Fig. 1. Brass of Thomas Patesley, Great Shelford, Cambridgeshire. Reproduced by permission of Dr Martin Stuchfield

Fig. 1. Brass of Thomas Patesley, Great Shelford, Cambridgeshire. Reproduced by permission of Dr Martin Stuchfield

During the 14th and 15th centuries, several Cambridgeshire incumbents are documented as having contributed substantially to the rebuilding of their parish churches. In 1382, Henry de Snaith bequeathed 100 marks to the making of a new east window of five lights and the roofing of the nave of Haddenham Church. Lost glass at Orwell included an inscription stating that the chancel and sacristy were constructed with a bequest from Rector Richard Anlaby (d.1396). John Highnam, vicar of Burwell 1439–67, left money for his church’s completion and is commemorated by a shield of arms on a chancel corbel.

The benefactions of three others are recorded on their monumental brasses. The inscription on the slab to William de Longthorpe (rector 1345–52) states that the splendid and spacious Decorated chancel of Fenstanton was ‘founded’ by him. At Balsham the fine brass to John Shelford (d.1401) in full mass vestments is intact, together with its inscription noting that he provided the stall and ‘ecclesiam struxit’ (‘built the church’). The third clerical memorial is of particular interest for historians of stained glass. It is that for Thomas Patesley, rector of Great Shelford; as at Balsham, his effigy is in mass vestments [Fig. 1]. The lost accompanying inscription was recorded in antiquarian notes:

Hic jacet Dominus Thom. Patisley quondam Rector istius ecclesie et prebendarius de North Wickam in ecclesia Collegii de Southwell qui istam ecclesiam cum Cancello et Campanulis cuiusdam sumptibus suis propriis de novo fieri fecit et ipsam libris vestimentis, imaginibus vitro pictura et pluribus ornamentis multipliciter decoravit, qui migravit ad Dominum ultimo die mensis octobris Ano. Dom. M.ccccxviij cuius anime propicietur deus. Amen

Fig. 2. Great Shelford Church. Reproduced by permission of the author

Fig. 2. Great Shelford Church. Reproduced by permission of the author

Details of Patesley’s career are sparse, other than that was rector of Great Shelford between 1396 and 1418. He has not been traced in the archives of either the universities of Cambridge or Oxford, but his name appears from time to time in exchanges of livings. As the inscription shows, he was a prebendary at Southwell Minster (of North Muskham, wrongly transcribed as North Wickam). One of the two shields of arms on the slab links him with an armigerous family bearing the toponym of a lost village twenty or so miles east of King’s Lynn, Norfolk.

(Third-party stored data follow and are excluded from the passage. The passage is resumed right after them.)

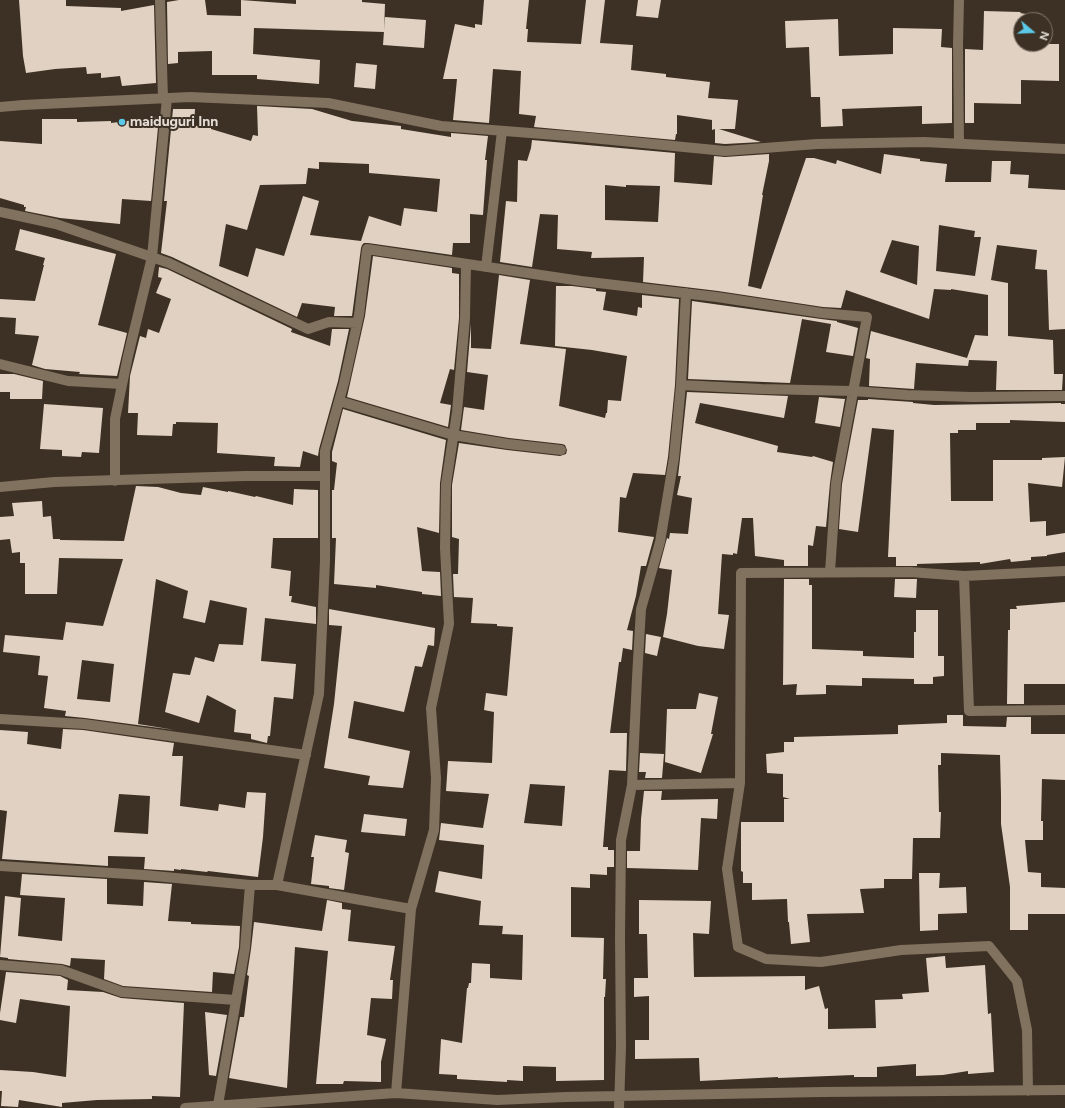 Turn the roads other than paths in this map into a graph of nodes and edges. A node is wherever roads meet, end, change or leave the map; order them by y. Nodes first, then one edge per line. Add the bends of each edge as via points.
1 (160, 0) edge
2 (959, 0) edge
3 (165, 98) junction
4 (0, 107) edge
5 (502, 131) junction
6 (959, 143) junction
7 (1065, 149) edge
8 (0, 212) edge
9 (152, 257) junction
10 (466, 264) junction
11 (486, 267) junction
12 (686, 293) junction
13 (357, 323) junction
14 (0, 364) edge
15 (122, 384) junction
16 (681, 385) junction
17 (853, 391) junction
18 (1065, 396) edge
19 (339, 401) junction
20 (453, 435) junction
21 (561, 450) dead end
22 (325, 476) junction
23 (115, 481) junction
24 (0, 487) edge
25 (1065, 571) edge
26 (830, 572) junction
27 (964, 576) junction
28 (1065, 710) edge
29 (0, 719) edge
30 (306, 755) junction
31 (740, 783) junction
32 (632, 785) junction
33 (0, 866) edge
34 (250, 885) junction
35 (277, 885) junction
36 (411, 909) junction
37 (0, 965) edge
38 (236, 1000) junction
39 (1065, 1090) edge
40 (1028, 1091) junction
41 (396, 1093) junction
42 (620, 1096) junction
43 (218, 1105) junction
44 (185, 1108) edge
45 (619, 1108) edge

1 - 3 street
2 - 6 street
3 - 4 street
3 - 5 street via 328,103 441,126
3 - 9 street
5 - 6 street via 725,151 817,144
5 - 11 street
6 - 7 street
8 - 9 street via 56,224
9 - 13 street via 308,329 329,322
9 - 15 street
10 - 11 street
10 - 13 street via 367,249
10 - 20 street via 465,318
11 - 12 street
12 - 16 street
12 - 17 street via 867,317
13 - 19 street
14 - 15 street via 68,381
15 - 23 street via 115,419
16 - 17 street
16 - 32 street via 674,458 660,542 641,609
17 - 18 street via 914,396
17 - 26 street via 836,483
19 - 20 street
19 - 22 street via 325,451
20 - 21 street
20 - 36 street via 446,484 445,548 449,624 431,708 436,778 434,830
22 - 23 street
22 - 30 street via 320,694
23 - 24 street via 54,482
25 - 27 street
26 - 27 street via 910,572
26 - 31 street via 741,573
27 - 28 street via 969,711
29 - 30 street via 84,724
30 - 35 street
31 - 32 street
31 - 40 street via 727,869 738,947 766,959 821,962 901,950 990,946 1017,981 1027,1030
32 - 42 street via 621,840
33 - 34 street
34 - 35 street
34 - 38 street via 245,948
35 - 36 street
36 - 41 street
37 - 38 street via 61,970 122,992
38 - 43 street
39 - 40 street
40 - 42 street
41 - 42 street via 497,1100
41 - 43 street
42 - 45 street
43 - 44 street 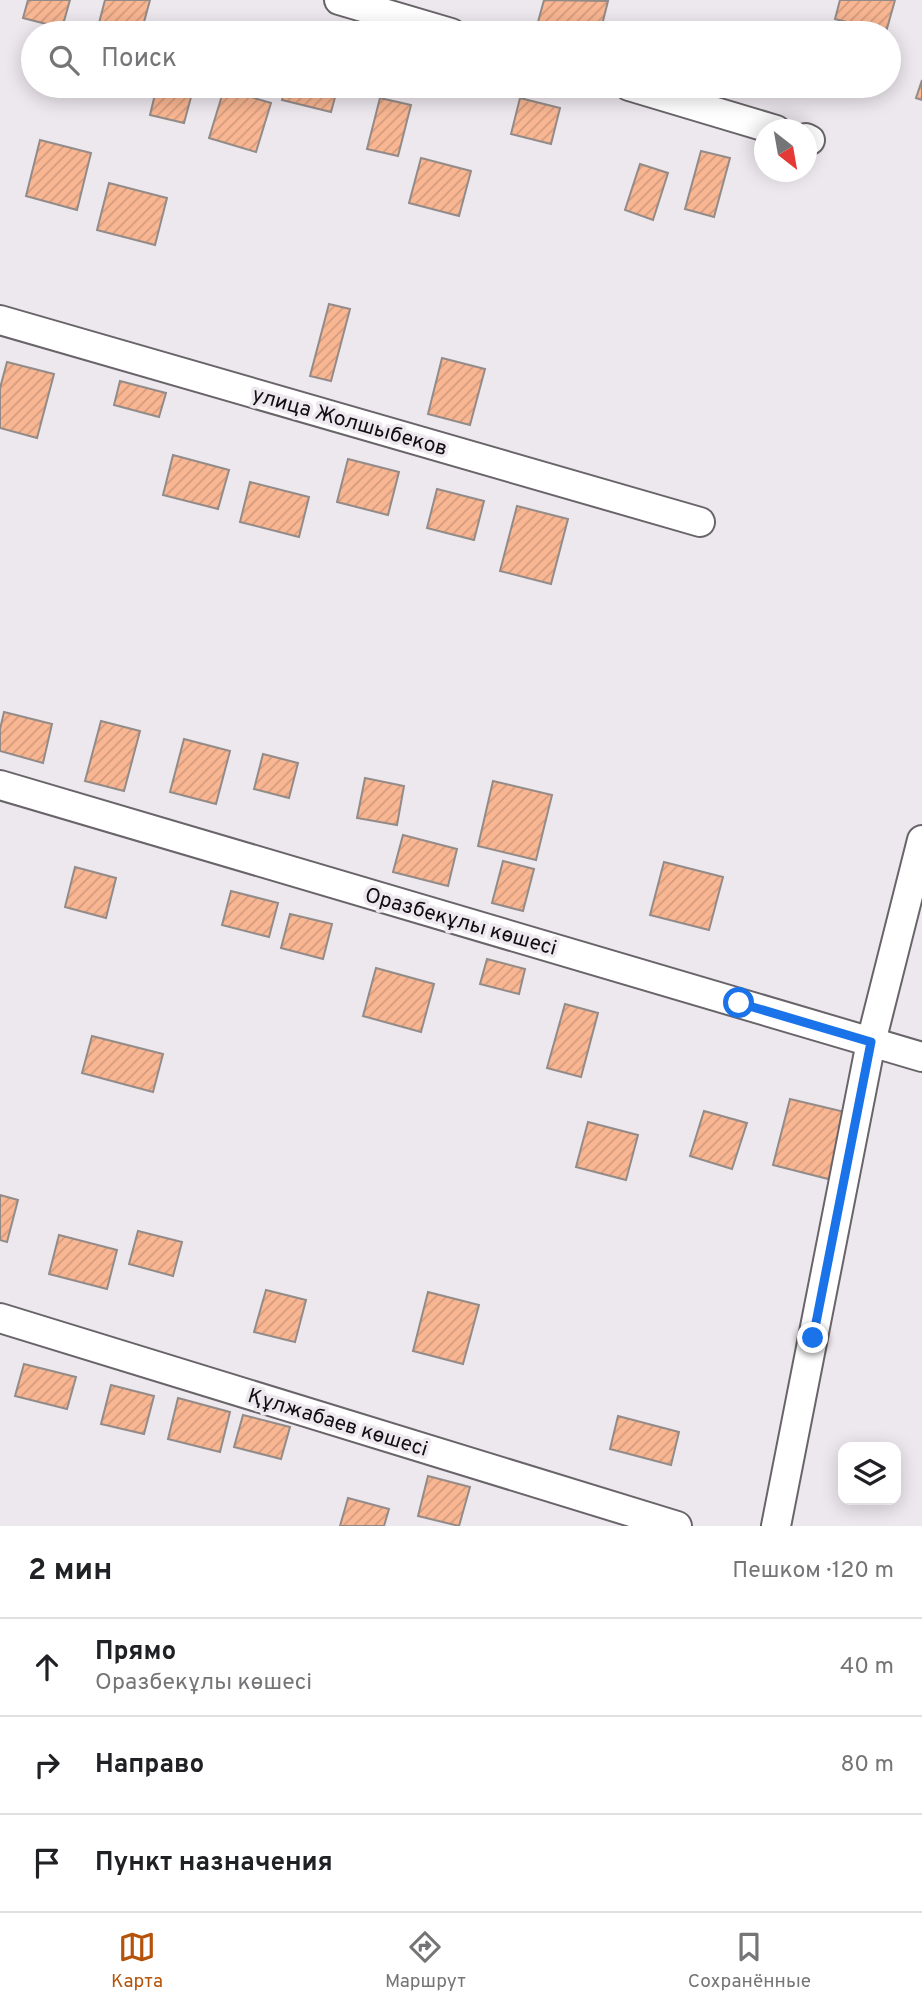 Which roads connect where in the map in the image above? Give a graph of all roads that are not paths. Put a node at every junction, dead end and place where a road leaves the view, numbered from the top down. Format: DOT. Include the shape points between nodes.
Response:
graph roads {
  1 [pos="339,0"];
  2 [pos="410,21"];
  3 [pos="669,98"];
  4 [pos="754,123"];
  5 [pos="0,320"];
  6 [pos="700,522"];
  7 [pos="0,785"];
  8 [pos="922,840"];
  9 [pos="871,1042"];
  10 [pos="922,1057"];
  11 [pos="0,1318"];
  12 [pos="677,1526"];
  13 [pos="776,1526"];
  1 -- 2 [label="street"];
  3 -- 4 [label="street"];
  5 -- 6 [label="street, улица Жолшыбеков"];
  7 -- 9 [label="street, Оразбекұлы көшесі"];
  8 -- 9 [label="street"];
  9 -- 10 [label="street, Оразбекұлы көшесі"];
  9 -- 13 [label="street"];
  11 -- 12 [label="street, Құлжабаев көшесі"];
} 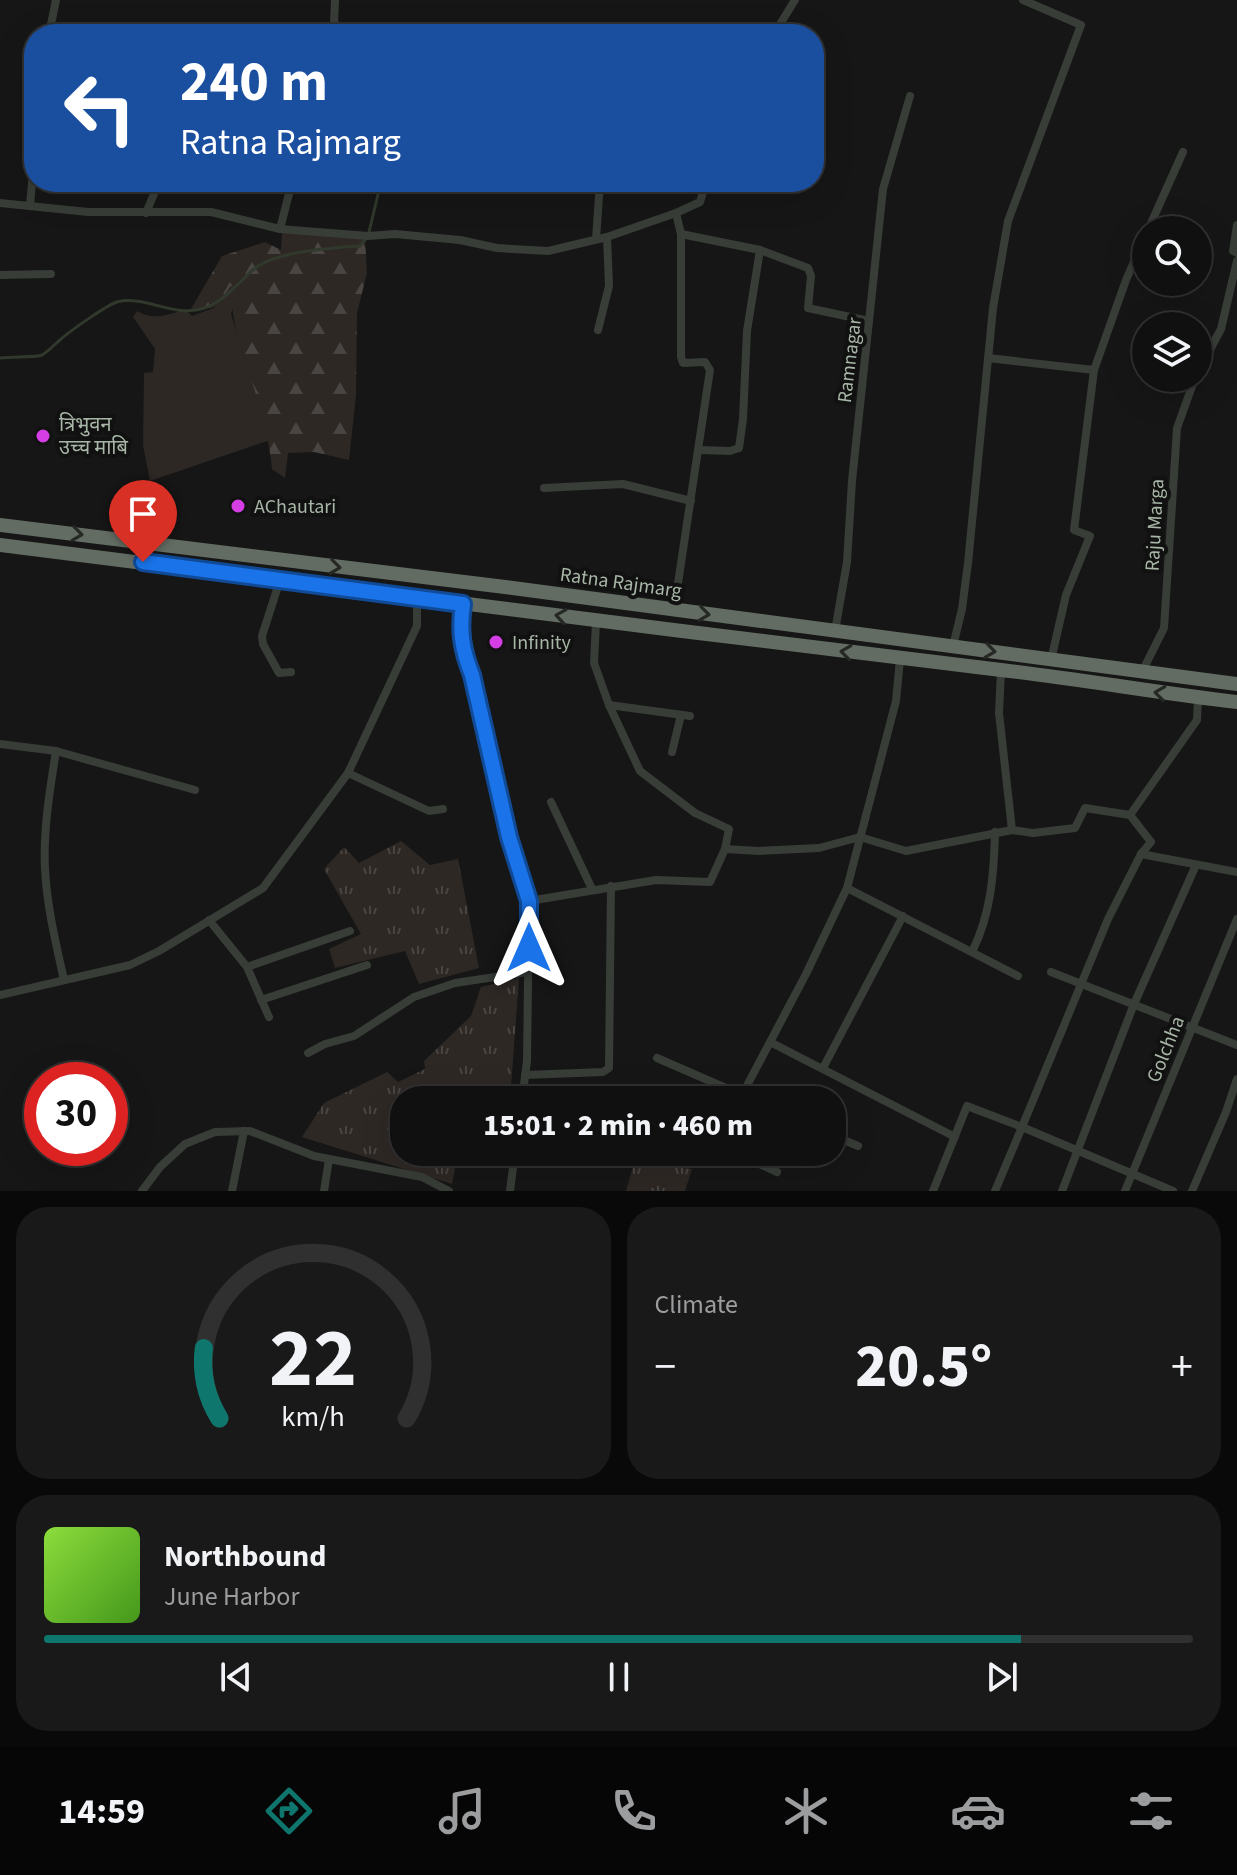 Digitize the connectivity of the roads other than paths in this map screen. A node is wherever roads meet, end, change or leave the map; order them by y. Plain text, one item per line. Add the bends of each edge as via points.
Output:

Fig. 3. Great Shelford Church, window nVII: medieval glass. Reproduced by permission of the author

Fig. 3. Great Shelford Church, window nVII: medieval glass. Reproduced by permission of the author

The inscription is remarkably detailed about the wholesale ‘good works’ Patesley had performed for Great Shelford Church, including the explicit statement that he paid for the glazing; pictura may have encompassed the fine Doom mural over the chancel arch. The fabric indeed indicates that the church was reconstructed in one campaign. After its collapse in 1798, the tower at the west end was rebuilt to a new design and the nave shortened by a bay. With the exceptions of the chancel east window (1868) and the west windows of the nave aisles, the fenestration is the same throughout, the nave windows being larger [Fig. 2]. Slight traces of the glass survive in the north aisle (windows nV, nVI and nVII). In nV (the east window of the north aisle) are two small shields of arms and canopy fragments in situ; more complete canopies are in the heads of the main lights in the next two windows (nVI, VII), together with a sunburst in the apex of nVII [Fig. 3]; and a few fragments are in the aisle west window (nIX). Presumably much of the glazing was included amongst the ‘34 superstitious pictures … 58 pictures, and two crucifixes, and 12 cherubims…and 2 superstitious inscriptions’ destroyed during William Dowsing’s ‘visitation’ in March 1644.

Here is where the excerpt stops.